We are catching up with the EU, but slowly
Catching up with the average European standard of living, labor productivity and level of economic development has been the main goal of Bulgaria for more than three decades. However, different regions of the country are moving towards this goal at different rates. These differences are clearly seen in the newly published Eurostat data on the size of GDP per capita in European regions.
In order to assess the convergence to the average European levels, we take the difference/margin of the different districts and regions for planning from the average EU level. An important distinction in this year’s data is that Brexit is already a fact – “EU average” now applies to the 27 member countries without the United Kingdom. From a practical standpoint this means that the poorer EU members “get richer” compared to the EU average, because the United Kingdom was among the richer states and net sponsors of the European budget, hence its leave pushes down the average figures.
In the comparison of the different planning regions, the southwestern region is the clear leader, as it contains the capital. For the nine years from 2010 onwards, the region has gotten close to the EU-27 average figures with 12 points, to 47% of the European average GDP per capita. In the other three remaining regions – northern central, northeastern, southern central – the convergence rate is the same – by 6 points, in the northwest – by 5. This implies that, compared to the EU average, the regions are developing with a relatively even speed. Interesting is the trajectory of the southeastern region, which in different parts of the decade remains second-place, but has been losing speed in the last two years. It is important to mention that regions outside the southwestern are grouped very close to each other, between 17 and 22% form the average EU-27 level; in other words the different developmental rates of the regions might look big from the point of view of Bulgaria itself, but in comparison to the entire EU the differences between them remain miniscule.
The presented data up to here concern the nominal GDP; it describes the “raw” distribution of the GDP per EU regions, and has been chosen for this analysis due to the data accessibility on a local level, presented a bit further on. The more standard comparison uses the so-called purchasing power standard, which incorporates he price differences of products and services in different countries.
In terms of purchasing power standard, the planning regions have demonstrated similar dynamics, but different distances from the average European figures; in 2019 the southwest region already covers 89% of the average EU-27 figures, the northwest – only 32%.
On a local level, regional differences in the catching-up towards the average European levels of economic development are more distinct. Without the rest of the southwestern region, Sofia reaches 57% of the average for the EU-27 level, in Stara Zagora, mostly due to its energy complex – 29%. The leading economic centers stand out, mostly Varna and Burgas. The differences in growth are not surprising – the energy centers most rapidly melt down the difference with the average GDP per capita, followed by the capital driven mostly by the digital export-oriented services and the strong industrial districts – Plovdiv, Gabrovo, Ruse, Varna. What is worrying, however, is that 5 districts – Silistra, Sliven, Stara Zagora, Pernik and Dobrich – have gotten closer to the average EU level of GDP per capita with only 2 points in the span of eight years.
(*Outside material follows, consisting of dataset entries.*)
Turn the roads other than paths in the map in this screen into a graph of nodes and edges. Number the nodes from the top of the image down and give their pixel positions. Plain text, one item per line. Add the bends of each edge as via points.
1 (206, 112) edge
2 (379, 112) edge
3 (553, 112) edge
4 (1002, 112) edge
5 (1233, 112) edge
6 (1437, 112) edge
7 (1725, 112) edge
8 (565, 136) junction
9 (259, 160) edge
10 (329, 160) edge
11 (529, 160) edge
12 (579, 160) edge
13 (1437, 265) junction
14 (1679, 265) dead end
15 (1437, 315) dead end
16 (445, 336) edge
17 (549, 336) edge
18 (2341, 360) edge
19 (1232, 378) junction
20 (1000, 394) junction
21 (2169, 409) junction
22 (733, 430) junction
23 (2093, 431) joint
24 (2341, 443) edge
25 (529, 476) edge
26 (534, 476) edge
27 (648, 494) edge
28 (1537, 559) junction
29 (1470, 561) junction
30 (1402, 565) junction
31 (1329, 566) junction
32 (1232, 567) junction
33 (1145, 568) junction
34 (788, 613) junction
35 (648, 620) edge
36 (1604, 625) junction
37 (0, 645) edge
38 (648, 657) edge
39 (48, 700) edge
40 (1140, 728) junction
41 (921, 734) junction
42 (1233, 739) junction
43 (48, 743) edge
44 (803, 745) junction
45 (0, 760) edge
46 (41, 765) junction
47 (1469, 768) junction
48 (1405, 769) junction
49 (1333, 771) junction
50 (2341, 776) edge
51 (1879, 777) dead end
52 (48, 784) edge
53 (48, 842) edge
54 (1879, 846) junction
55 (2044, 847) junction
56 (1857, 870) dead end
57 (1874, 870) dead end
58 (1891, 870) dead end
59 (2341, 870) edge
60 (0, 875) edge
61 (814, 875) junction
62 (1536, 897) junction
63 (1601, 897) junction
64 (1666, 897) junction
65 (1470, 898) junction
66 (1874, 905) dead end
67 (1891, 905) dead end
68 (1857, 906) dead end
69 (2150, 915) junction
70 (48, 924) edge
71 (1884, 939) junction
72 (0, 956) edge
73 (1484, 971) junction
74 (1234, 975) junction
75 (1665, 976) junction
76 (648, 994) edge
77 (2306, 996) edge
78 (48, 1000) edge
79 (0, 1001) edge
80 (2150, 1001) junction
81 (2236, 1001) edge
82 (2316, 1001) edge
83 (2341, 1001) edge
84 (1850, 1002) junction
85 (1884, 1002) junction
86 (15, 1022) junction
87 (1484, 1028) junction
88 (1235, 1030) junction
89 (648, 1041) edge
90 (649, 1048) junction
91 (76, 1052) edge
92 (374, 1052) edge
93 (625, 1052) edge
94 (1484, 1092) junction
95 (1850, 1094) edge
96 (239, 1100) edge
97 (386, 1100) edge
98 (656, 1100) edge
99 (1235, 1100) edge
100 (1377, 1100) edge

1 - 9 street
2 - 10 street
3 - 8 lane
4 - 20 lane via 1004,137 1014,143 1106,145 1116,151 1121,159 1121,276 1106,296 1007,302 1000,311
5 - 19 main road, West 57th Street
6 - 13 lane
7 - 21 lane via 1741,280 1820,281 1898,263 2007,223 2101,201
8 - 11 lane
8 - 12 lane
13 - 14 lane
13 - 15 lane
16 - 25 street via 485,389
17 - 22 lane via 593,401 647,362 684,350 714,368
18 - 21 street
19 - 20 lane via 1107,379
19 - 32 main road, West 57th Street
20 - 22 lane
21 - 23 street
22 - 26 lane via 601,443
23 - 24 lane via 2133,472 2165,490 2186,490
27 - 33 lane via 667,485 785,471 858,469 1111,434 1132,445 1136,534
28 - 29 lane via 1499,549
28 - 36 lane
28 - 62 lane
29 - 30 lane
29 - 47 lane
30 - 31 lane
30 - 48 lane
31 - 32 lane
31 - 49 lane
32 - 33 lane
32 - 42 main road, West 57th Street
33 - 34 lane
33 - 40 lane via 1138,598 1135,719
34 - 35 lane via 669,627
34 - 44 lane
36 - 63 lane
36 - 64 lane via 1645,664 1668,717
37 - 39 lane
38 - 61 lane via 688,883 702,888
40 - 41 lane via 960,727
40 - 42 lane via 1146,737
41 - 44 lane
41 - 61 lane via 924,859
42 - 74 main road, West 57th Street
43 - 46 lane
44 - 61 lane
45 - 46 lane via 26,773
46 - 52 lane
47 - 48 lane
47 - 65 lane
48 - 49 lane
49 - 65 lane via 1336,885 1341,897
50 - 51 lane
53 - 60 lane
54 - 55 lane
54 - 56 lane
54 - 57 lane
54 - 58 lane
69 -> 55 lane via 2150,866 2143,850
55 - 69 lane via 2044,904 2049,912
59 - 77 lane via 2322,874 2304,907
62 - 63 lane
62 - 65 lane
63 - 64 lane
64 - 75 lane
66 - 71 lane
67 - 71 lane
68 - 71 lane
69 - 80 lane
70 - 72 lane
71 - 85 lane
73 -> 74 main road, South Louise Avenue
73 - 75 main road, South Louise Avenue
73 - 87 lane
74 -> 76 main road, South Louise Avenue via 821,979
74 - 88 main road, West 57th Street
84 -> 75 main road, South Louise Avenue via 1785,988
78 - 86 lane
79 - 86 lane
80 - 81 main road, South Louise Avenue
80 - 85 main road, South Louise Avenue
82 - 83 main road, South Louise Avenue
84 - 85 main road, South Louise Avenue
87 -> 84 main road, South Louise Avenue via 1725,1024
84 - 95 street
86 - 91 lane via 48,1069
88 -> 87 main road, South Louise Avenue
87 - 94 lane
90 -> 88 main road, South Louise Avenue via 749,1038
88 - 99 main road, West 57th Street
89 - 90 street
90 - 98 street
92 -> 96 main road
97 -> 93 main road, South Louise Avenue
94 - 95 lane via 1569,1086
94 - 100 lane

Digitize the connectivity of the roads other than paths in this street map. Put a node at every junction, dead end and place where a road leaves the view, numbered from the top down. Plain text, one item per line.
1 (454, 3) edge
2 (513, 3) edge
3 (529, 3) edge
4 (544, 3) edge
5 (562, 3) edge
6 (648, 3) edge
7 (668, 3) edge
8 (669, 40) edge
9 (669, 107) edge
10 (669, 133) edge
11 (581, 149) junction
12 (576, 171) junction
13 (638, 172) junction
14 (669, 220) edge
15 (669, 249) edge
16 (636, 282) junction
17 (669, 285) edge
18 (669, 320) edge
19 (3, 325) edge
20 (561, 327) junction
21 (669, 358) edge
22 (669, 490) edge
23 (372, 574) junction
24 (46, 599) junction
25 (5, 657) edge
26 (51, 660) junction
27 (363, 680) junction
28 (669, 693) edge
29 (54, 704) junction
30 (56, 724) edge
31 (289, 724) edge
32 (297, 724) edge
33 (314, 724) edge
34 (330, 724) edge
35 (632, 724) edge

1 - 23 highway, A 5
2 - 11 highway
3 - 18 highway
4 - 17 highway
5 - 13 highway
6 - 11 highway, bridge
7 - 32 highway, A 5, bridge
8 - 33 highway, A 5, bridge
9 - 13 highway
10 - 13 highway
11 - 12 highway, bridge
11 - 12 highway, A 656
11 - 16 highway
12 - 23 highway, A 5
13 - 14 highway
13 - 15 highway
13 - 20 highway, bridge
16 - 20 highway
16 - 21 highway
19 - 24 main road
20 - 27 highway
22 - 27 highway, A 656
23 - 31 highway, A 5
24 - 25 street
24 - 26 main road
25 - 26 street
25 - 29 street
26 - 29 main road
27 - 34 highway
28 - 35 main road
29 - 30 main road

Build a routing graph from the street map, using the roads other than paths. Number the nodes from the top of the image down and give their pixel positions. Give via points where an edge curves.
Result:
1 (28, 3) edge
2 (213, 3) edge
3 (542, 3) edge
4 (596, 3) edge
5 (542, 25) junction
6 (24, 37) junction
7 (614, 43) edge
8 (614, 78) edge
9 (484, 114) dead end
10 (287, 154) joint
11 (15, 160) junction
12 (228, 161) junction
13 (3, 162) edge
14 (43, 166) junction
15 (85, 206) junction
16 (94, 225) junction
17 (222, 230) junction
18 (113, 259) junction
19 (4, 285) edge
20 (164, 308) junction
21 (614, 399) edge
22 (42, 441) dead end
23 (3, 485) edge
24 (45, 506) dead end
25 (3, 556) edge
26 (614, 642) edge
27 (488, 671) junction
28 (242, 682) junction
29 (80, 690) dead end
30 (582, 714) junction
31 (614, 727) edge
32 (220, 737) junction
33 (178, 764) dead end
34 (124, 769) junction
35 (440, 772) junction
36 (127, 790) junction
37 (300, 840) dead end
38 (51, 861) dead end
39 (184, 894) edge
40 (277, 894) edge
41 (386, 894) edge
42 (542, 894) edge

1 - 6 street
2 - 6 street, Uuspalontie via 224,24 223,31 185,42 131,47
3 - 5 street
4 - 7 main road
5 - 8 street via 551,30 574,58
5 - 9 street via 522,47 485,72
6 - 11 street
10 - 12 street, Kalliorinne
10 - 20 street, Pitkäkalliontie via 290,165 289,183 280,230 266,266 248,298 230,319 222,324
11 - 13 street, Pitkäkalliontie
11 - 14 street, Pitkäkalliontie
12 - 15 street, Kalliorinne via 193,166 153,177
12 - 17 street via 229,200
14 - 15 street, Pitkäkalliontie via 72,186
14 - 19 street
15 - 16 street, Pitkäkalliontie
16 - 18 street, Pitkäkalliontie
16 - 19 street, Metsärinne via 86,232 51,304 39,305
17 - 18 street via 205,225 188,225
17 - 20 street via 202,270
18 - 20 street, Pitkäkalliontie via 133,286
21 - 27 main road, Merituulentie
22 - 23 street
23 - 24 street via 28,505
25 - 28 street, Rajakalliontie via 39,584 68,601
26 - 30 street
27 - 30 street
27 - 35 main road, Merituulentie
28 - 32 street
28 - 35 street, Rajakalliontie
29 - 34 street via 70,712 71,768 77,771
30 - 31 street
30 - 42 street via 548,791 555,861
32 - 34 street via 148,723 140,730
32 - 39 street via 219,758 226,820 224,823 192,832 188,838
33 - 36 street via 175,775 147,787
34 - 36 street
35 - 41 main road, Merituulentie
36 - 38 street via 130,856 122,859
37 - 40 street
It is important to note, however, that the current catching-up rates – in a period, which we cannot define any differently than as a strong economic uptake with record high indicators of the labor-market – in no way are sufficient for catching-up to the average European levels in the near future. Despite the fast growth of the digital sector and the restructuring of production with higher added value in a series of industries, the convergence towards the average EU-27 is to a large extent a game of catching-up growth; maintaining the relationship is not enough. This, of course, does not mean that the nominal economic development and wellbeing of the population has not improved; on the contrary.
The presented data do in no way account for the 2020 economic crisis and the way in which it affected the Bulgarian regions and the EU as a whole. It is very likely that in 2020 we are to report smaller differences between the leading and weaker economic districts of Bulgaria, as the main economic centers experiences harder hits, but also a mute “convergence” to the average for the EU-27 due to the more serious damage, inflicted on the big western European economies. These effects are however going to even out relatively quickly in the process of normalization after the crisis; in the end, convergence is a lengthy process, which takes many decades to complete.